| Data records |
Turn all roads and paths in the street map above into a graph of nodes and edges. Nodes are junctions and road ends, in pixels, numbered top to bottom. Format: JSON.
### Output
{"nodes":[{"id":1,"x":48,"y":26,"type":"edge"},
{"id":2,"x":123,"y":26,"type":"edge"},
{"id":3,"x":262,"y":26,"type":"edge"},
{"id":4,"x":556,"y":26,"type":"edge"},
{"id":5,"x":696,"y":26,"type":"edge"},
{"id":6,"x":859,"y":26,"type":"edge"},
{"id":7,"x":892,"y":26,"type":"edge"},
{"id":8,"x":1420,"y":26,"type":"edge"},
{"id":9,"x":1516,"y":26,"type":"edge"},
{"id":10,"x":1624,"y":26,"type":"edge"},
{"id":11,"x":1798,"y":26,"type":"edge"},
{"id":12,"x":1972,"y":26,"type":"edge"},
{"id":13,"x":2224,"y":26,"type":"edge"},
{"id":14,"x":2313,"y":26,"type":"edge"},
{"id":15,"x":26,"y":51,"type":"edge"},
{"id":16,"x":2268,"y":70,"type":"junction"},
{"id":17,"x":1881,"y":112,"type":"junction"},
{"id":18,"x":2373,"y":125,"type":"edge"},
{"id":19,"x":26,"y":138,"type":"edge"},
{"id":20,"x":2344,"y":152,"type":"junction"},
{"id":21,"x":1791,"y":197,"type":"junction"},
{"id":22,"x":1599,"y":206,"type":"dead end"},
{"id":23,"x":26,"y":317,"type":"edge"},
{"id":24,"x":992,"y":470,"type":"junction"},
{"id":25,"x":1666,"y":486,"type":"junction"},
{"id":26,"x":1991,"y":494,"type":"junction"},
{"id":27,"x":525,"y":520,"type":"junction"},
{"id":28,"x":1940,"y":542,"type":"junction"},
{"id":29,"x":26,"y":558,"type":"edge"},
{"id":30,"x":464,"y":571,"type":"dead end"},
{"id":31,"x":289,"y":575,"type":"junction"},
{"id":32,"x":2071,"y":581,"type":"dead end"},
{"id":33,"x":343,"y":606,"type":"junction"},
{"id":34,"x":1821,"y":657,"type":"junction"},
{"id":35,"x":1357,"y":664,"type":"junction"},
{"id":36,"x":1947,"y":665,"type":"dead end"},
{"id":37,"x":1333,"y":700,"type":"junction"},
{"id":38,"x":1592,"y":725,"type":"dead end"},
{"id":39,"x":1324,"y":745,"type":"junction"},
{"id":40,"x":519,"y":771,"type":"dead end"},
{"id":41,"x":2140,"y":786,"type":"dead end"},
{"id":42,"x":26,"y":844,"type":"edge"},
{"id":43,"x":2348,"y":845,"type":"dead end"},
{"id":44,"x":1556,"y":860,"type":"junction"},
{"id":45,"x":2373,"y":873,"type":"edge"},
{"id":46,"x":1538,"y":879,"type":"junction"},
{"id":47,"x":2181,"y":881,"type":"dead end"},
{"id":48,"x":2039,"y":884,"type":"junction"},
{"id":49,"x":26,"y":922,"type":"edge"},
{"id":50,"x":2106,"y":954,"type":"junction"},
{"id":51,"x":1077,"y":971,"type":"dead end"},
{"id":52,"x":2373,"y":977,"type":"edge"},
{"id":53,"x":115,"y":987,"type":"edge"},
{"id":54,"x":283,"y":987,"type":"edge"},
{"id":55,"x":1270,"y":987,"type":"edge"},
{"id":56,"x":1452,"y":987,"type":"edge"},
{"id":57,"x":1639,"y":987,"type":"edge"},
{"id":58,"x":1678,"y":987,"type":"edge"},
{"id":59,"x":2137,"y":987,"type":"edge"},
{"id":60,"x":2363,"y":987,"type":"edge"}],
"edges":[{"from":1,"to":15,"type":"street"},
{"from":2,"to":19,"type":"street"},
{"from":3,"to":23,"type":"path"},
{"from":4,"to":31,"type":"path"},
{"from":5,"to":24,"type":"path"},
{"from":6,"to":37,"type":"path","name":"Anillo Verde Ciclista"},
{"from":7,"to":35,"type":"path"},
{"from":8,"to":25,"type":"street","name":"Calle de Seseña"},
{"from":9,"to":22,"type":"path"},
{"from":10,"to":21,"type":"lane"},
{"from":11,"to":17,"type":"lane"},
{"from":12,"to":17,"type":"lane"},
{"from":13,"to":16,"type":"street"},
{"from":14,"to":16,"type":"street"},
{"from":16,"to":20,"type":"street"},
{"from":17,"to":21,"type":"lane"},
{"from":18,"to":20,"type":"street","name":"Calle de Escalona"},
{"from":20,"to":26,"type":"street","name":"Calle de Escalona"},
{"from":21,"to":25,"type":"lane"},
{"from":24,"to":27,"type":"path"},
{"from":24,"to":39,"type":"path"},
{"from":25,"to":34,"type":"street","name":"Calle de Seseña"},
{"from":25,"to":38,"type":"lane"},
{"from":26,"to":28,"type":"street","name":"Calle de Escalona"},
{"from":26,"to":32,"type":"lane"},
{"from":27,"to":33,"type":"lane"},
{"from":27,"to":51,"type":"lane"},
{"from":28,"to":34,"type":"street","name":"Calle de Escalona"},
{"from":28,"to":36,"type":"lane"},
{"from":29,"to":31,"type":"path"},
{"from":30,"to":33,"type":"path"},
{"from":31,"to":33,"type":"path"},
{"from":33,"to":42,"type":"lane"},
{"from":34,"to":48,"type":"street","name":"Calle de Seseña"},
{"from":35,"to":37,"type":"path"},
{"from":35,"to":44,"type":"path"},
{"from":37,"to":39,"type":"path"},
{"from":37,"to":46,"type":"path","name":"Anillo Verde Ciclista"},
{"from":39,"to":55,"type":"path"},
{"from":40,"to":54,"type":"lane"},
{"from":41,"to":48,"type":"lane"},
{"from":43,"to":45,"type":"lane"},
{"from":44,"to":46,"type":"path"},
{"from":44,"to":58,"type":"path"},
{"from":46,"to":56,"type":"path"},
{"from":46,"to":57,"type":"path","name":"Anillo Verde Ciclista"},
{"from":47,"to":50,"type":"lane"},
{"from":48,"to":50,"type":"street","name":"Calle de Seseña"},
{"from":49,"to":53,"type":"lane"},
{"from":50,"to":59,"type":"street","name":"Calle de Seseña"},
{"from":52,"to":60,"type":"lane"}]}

| What the task requires |
What is the number of lines in the listing that include the word "name"? Give the number and no other text.

| Answer section |
12